AIM OF THE TASK:
All pictures should be dropped, and only the lines from the top of the entries below through the line containing "auto box = [&](float" repeated exactly, both ends included.

------ THE DATA

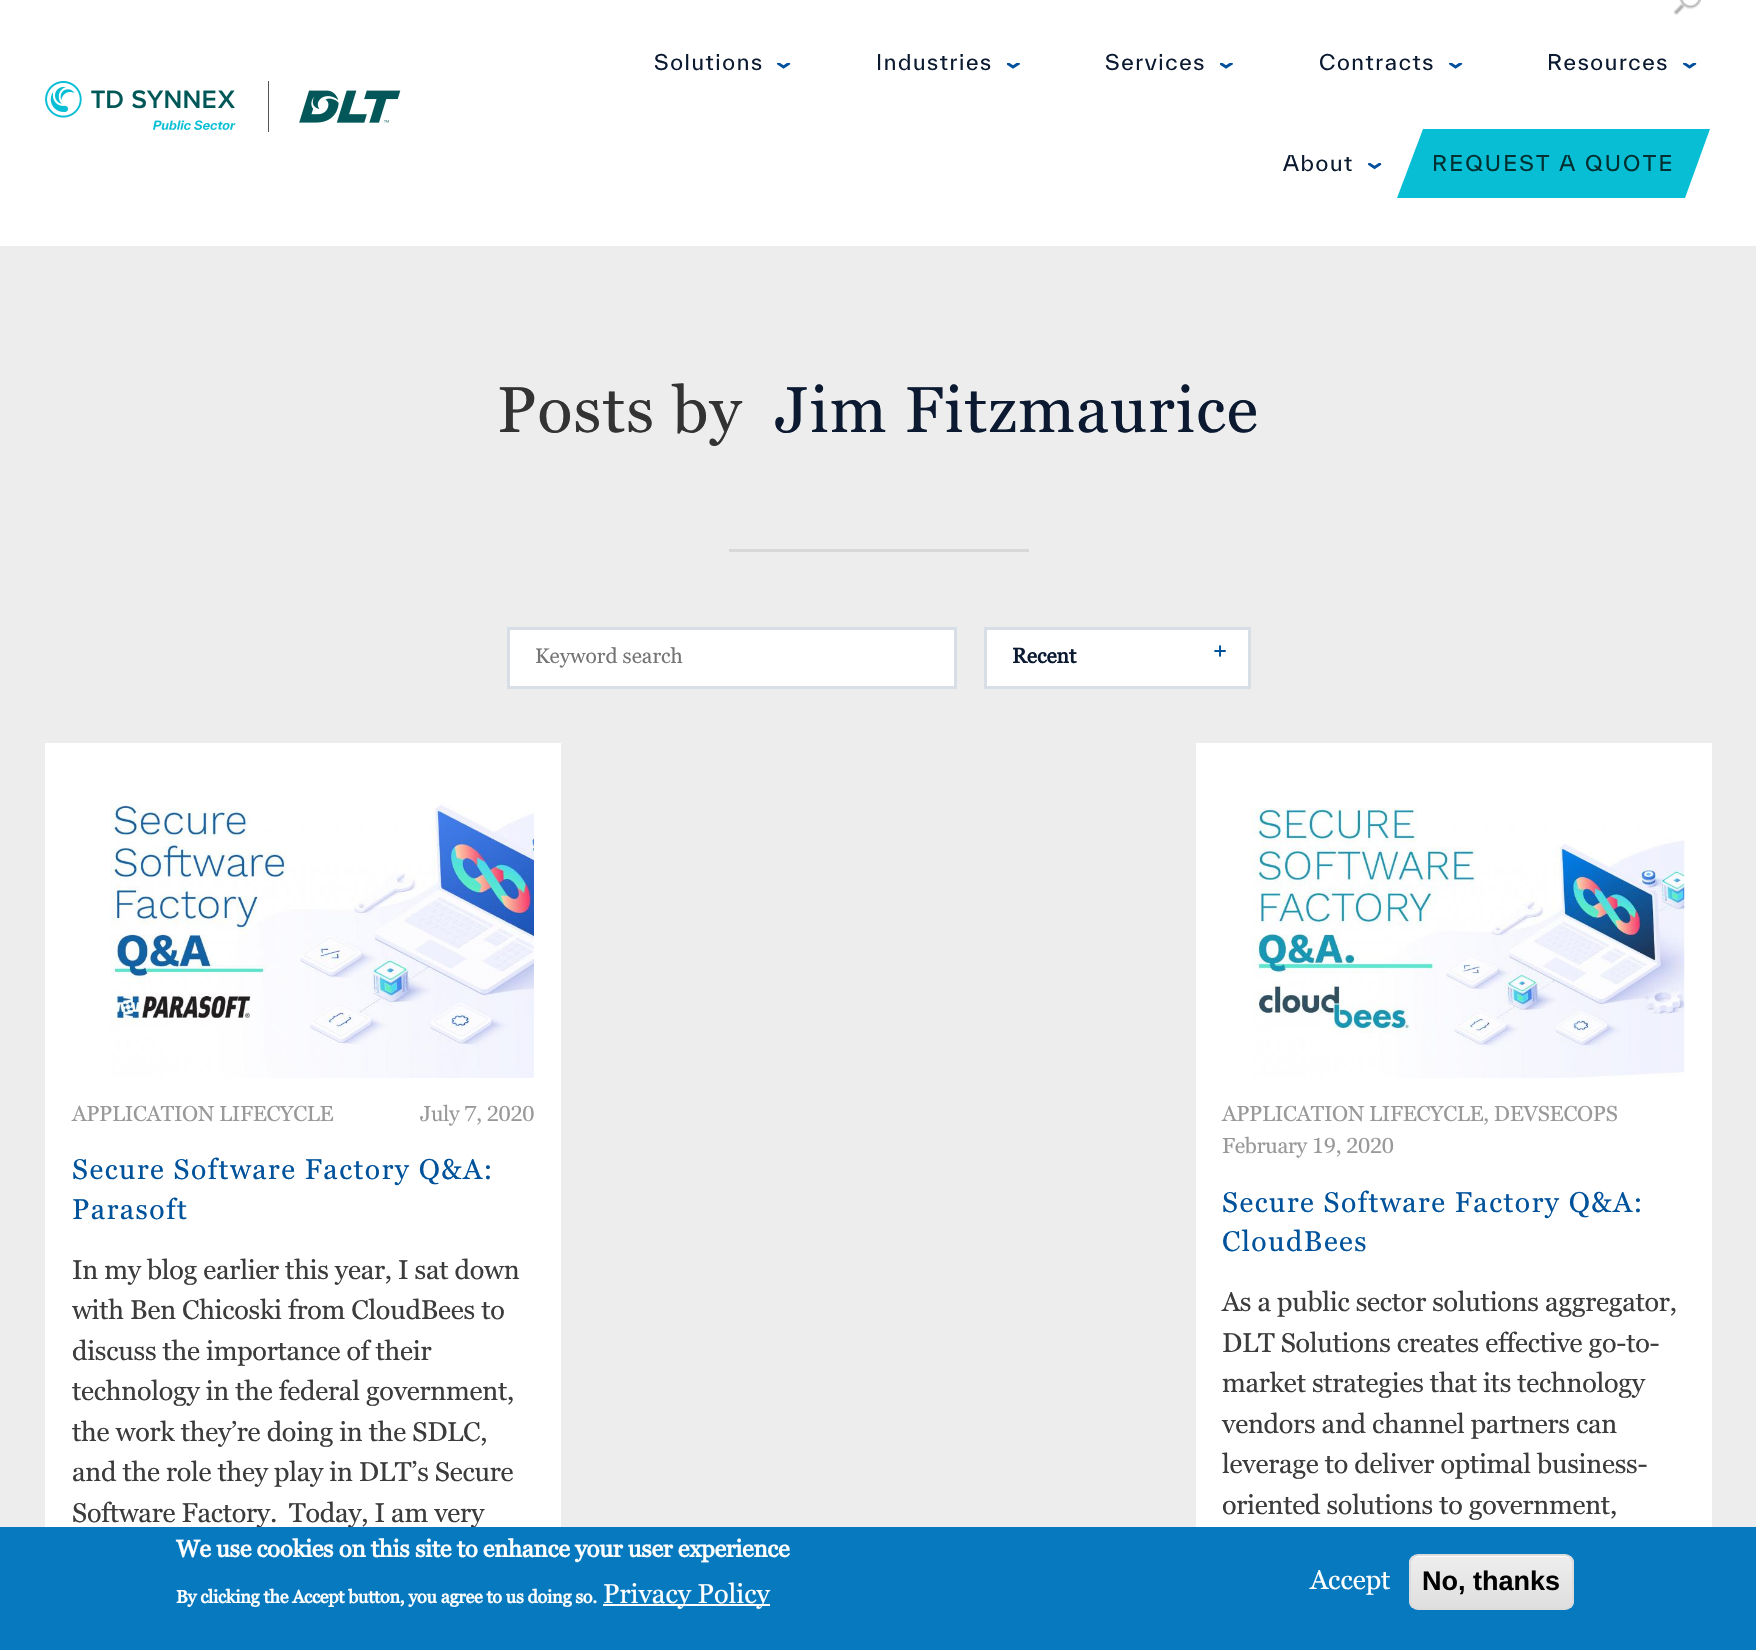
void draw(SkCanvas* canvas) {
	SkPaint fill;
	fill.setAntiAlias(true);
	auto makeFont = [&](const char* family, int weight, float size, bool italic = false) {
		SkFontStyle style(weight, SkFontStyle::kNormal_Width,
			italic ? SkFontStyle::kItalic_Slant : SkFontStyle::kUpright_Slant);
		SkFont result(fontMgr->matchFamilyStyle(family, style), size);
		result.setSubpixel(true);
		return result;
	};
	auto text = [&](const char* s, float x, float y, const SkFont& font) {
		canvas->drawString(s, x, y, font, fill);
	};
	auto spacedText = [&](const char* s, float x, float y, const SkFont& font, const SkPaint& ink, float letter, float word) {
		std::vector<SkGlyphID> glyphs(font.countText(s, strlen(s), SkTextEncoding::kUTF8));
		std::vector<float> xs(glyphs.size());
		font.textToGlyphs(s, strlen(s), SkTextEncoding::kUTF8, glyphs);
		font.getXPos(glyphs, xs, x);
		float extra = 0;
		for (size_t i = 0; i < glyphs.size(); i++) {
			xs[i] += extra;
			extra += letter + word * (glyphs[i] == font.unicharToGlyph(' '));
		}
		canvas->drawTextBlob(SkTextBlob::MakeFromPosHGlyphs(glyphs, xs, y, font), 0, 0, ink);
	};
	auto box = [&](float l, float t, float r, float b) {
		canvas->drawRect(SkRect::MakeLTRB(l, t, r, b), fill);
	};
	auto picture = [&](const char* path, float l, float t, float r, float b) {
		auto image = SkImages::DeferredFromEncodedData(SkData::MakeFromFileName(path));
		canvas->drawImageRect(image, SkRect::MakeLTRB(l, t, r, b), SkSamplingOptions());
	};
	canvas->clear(0xFFEDEDED);
	fill.setColor(0xFFFFFFFF);
	box(0, 0, 1756, 246);
	picture("image0.png", 45, 81, 401, 132);
	picture("image1.png", 1674, 0, 1701, 15);
	picture("image2.png", 777, 63, 791, 69);
	picture("image3.png", 1007, 63, 1020, 69);
	picture("image4.png", 1220, 63, 1233, 69);
	picture("image2.png", 1449, 63, 1463, 69);
	picture("image2.png", 1683, 63, 1697, 69);
	picture("image5.png", 1368, 163, 1382, 170);
	fill.setColor(0xFF08BED5);
	canvas->drawPath(SkPathBuilder().moveTo(1423, 129).lineTo(1710, 129).lineTo(1685, 198).lineTo(1397, 198).close().detach(), fill);
	fill.setColor(0xFFD8D8D8);
	box(729, 549, 1029, 552);
	fill.setColor(0xFFFFFFFF);
	canvas->drawRect(SkRect::MakeLTRB(508.5f, 628.5f, 955.5f, 687.5f), fill);
	fill.setStyle(SkPaint::kStroke_Style);
	fill.setStrokeWidth(3);
	fill.setColor(0xFFD8DEE5);
	canvas->drawRect(SkRect::MakeLTRB(508.5f, 628.5f, 955.5f, 687.5f), fill);
	fill.setStyle(SkPaint::kFill_Style);
	fill.setColor(0xFFFFFFFF);
	canvas->drawRect(SkRect::MakeLTRB(985.5f, 628.5f, 1249.5f, 687.5f), fill);
	fill.setStyle(SkPaint::kStroke_Style);
	fill.setColor(0xFFD8DEE5);
	canvas->drawRect(SkRect::MakeLTRB(985.5f, 628.5f, 1249.5f, 687.5f), fill);
	fill.setStyle(SkPaint::kFill_Style);
	fill.setColor(0xFFFFFFFF);
	box(45, 743, 561, 1527);
	picture("image6.png", 110, 800, 534, 1078);
	box(1196, 743, 1712, 1527);
	picture("image7.png", 1251, 808, 1685, 1078);
	auto font1 = makeFont("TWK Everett", 400, 21);
	fill.setColor(0xFF0B1A31);
	spacedText("Solutions", 654, 70, font1, fill, 1.6f, 0);
	spacedText("Industries", 876, 70, font1, fill, 1.6f, 0);
	spacedText("Services", 1105, 70, font1, fill, 1.6f, 0);
	spacedText("Contracts", 1319, 70, font1, fill, 1.6f, 0);
	spacedText("Resources", 1547, 70, font1, fill, 1.6f, 0);
	spacedText("About", 1283, 171, font1, fill, 1.6f, 0);
	fill.setColor(0xFF003031);
	spacedText("REQUEST A QUOTE", 1432, 171, font1, fill, 2.25f, 0);
	auto font2 = makeFont("Georgia", 400, 64.5f);
	fill.setColor(0xFF333333);
	spacedText("Posts by", 497, 432, font2, fill, 1.25f, 0);
	fill.setColor(0xFF0B1A31);
	spacedText("Jim Fitzmaurice", 775, 432, font2, fill, 1.25f, 0);
	auto font3 = makeFont("Georgia", 400, 21);
	fill.setColor(0xFF757575);
	text("Keyword search", 535, 663, font3);
	auto font4 = makeFont("Georgia", 700, 21);
	fill.setColor(0xFF0B1A31);
	text("Recent", 1012, 663, font4);
	fill.setColor(0xFF00529B);
	spacedText("+", 1213, 657, font4, fill, -0.27f, 0);
	auto font5 = makeFont("Georgia", 400, 21.6f);
	fill.setColor(0xFF999999);
	spacedText("APPLICATION LIFECYCLE", 72, 1121, font5, fill, -0.27f, 0);
	spacedText("July 7, 2020", 420, 1121, font5, fill, -0.27f, 0);
	auto font6 = makeFont("Georgia", 400, 28.4f);
	fill.setColor(0xFF00529B);
	spacedText("Secure Software Factory Q&A:", 72, 1179, font6, fill, 1.5f, 0);
	spacedText("Parasoft", 72, 1219, font6, fill, 1.5f, 0);
	auto font7 = makeFont("Georgia", 400, 27);
	fill.setColor(0xFF3C3C3C);
	spacedText("In my blog earlier this year, I sat down", 72, 1279, font7, fill, -0.27f, 0);
	spacedText("with Ben Chicoski from CloudBees to", 72, 1319, font7, fill, -0.27f, 0);
	spacedText("discuss the importance of their", 72, 1360, font7, fill, -0.27f, 0);
	spacedText("technology in the federal government,", 72, 1400, font7, fill, -0.27f, 0);
	spacedText("the work they’re doing in the SDLC,", 72, 1441, font7, fill, -0.27f, 0);
	spacedText("and the role they play in DLT’s Secure", 72, 1481, font7, fill, -0.27f, 0);
	spacedText("Software Factory.", 72, 1522, font7, fill, -0.27f, 0);
	spacedText("Today, I am very", 289, 1522, font7, fill, -0.27f, 0);
	fill.setColor(0xFF999999);
	spacedText("APPLICATION LIFECYCLE, DEVSECOPS", 1222, 1121, font5, fill, -0.27f, 0);
	spacedText("February 19, 2020", 1222, 1153, font5, fill, -0.27f, 0);
	fill.setColor(0xFF00529B);
	spacedText("Secure Software Factory Q&A:", 1222, 1212, font6, fill, 1.5f, 0);
	spacedText("CloudBees", 1222, 1251, font6, fill, 1.5f, 0);
	fill.setColor(0xFF3C3C3C);
	spacedText("As a public sector solutions aggregator,", 1222, 1311, font7, fill, -0.27f, 0);
	spacedText("DLT Solutions creates effective go-to-", 1222, 1352, font7, fill, -0.27f, 0);
	spacedText("market strategies that its technology", 1222, 1392, font7, fill, -0.27f, 0);
	spacedText("vendors and channel partners can", 1222, 1433, font7, fill, -0.27f, 0);
	spacedText("leverage to deliver optimal business-", 1222, 1473, font7, fill, -0.27f, 0);
	spacedText("oriented solutions to government,", 1222, 1514, font7, fill, -0.27f, 0);
	fill.setColor(0xFF0779BF);
	box(0, 1527, 1756, 1650);
	auto font8 = makeFont("Georgia", 700, 24);
	fill.setColor(0xFFFFFFFF);
	spacedText("We use cookies on this site to enhance your user experience", 176, 1557, font8, fill, -0.27f, 0);
	auto font9 = makeFont("Georgia", 700, 18);
	spacedText("By clicking the Accept button, you agree to us doing so.", 176, 1603, font9, fill, -0.27f, 0);
	box(603, 1604, 770, 1606);
	text("Privacy Policy", 603, 1603, font7);
	text("Accept", 1310, 1589, font7);
	canvas->save();
	canvas->clipPath(SkPathBuilder().moveTo(1418, 1554).lineTo(1565, 1554).cubicTo(1570, 1554, 1574, 1558, 1574, 1563).lineTo(1574, 1601).cubicTo(1574, 1606, 1570, 1610, 1565, 1610).lineTo(1418, 1610).cubicTo(1413, 1610, 1409, 1606, 1409, 1601).lineTo(1409, 1563).cubicTo(1409, 1558, 1413, 1554, 1418, 1554).close().detach(), true);
	{
		const SkColor colors[] = {0xFFEDEDED, 0xFFDFDFDF};
		const float stops[] = {0.05f, 1};
		const SkPoint ends[] = {{1491, 1556}, {1491, 1608}};
		fill.setShader(SkGradientShader::MakeLinear(ends, colors, stops, 2, SkTileMode::kClamp));
		fill.setAlpha(255);
	}
	box(1409, 1556, 1574, 1608);
	canvas->restore();
	fill.setShader(nullptr);
	fill.setColor(0xFFFFFFFF);
	canvas->drawPath(SkPathBuilder().moveTo(1418, 1557).lineTo(1564, 1557).cubicTo(1569, 1557, 1572, 1560, 1572, 1564).cubicTo(1572, 1560, 1568, 1556, 1564, 1556).lineTo(1418, 1556).cubicTo(1414, 1556, 1410, 1560, 1410, 1564).cubicTo(1410, 1560, 1413, 1557, 1418, 1557).close().detach(), fill);
	fill.setStyle(SkPaint::kStroke_Style);
	fill.setStrokeWidth(2);
	fill.setColor(0xFFDCDCDC);
	canvas->drawRoundRect(SkRect::MakeLTRB(1410, 1555, 1573, 1609), 8, 8, fill);
	auto font10 = makeFont("Liberation Sans", 700, 27);
	fill.setStyle(SkPaint::kFill_Style);
	fill.setColor(0xFF000000);
	text("No, thanks", 1422, 1590, font10);
}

------------

RESPONSE TO THIS TASK:
void draw(SkCanvas* canvas) {
	SkPaint fill;
	fill.setAntiAlias(true);
	auto makeFont = [&](const char* family, int weight, float size, bool italic = false) {
		SkFontStyle style(weight, SkFontStyle::kNormal_Width,
			italic ? SkFontStyle::kItalic_Slant : SkFontStyle::kUpright_Slant);
		SkFont result(fontMgr->matchFamilyStyle(family, style), size);
		result.setSubpixel(true);
		return result;
	};
	auto text = [&](const char* s, float x, float y, const SkFont& font) {
		canvas->drawString(s, x, y, font, fill);
	};
	auto spacedText = [&](const char* s, float x, float y, const SkFont& font, const SkPaint& ink, float letter, float word) {
		std::vector<SkGlyphID> glyphs(font.countText(s, strlen(s), SkTextEncoding::kUTF8));
		std::vector<float> xs(glyphs.size());
		font.textToGlyphs(s, strlen(s), SkTextEncoding::kUTF8, glyphs);
		font.getXPos(glyphs, xs, x);
		float extra = 0;
		for (size_t i = 0; i < glyphs.size(); i++) {
			xs[i] += extra;
			extra += letter + word * (glyphs[i] == font.unicharToGlyph(' '));
		}
		canvas->drawTextBlob(SkTextBlob::MakeFromPosHGlyphs(glyphs, xs, y, font), 0, 0, ink);
	};
	auto box = [&](float l, float t, float r, float b) {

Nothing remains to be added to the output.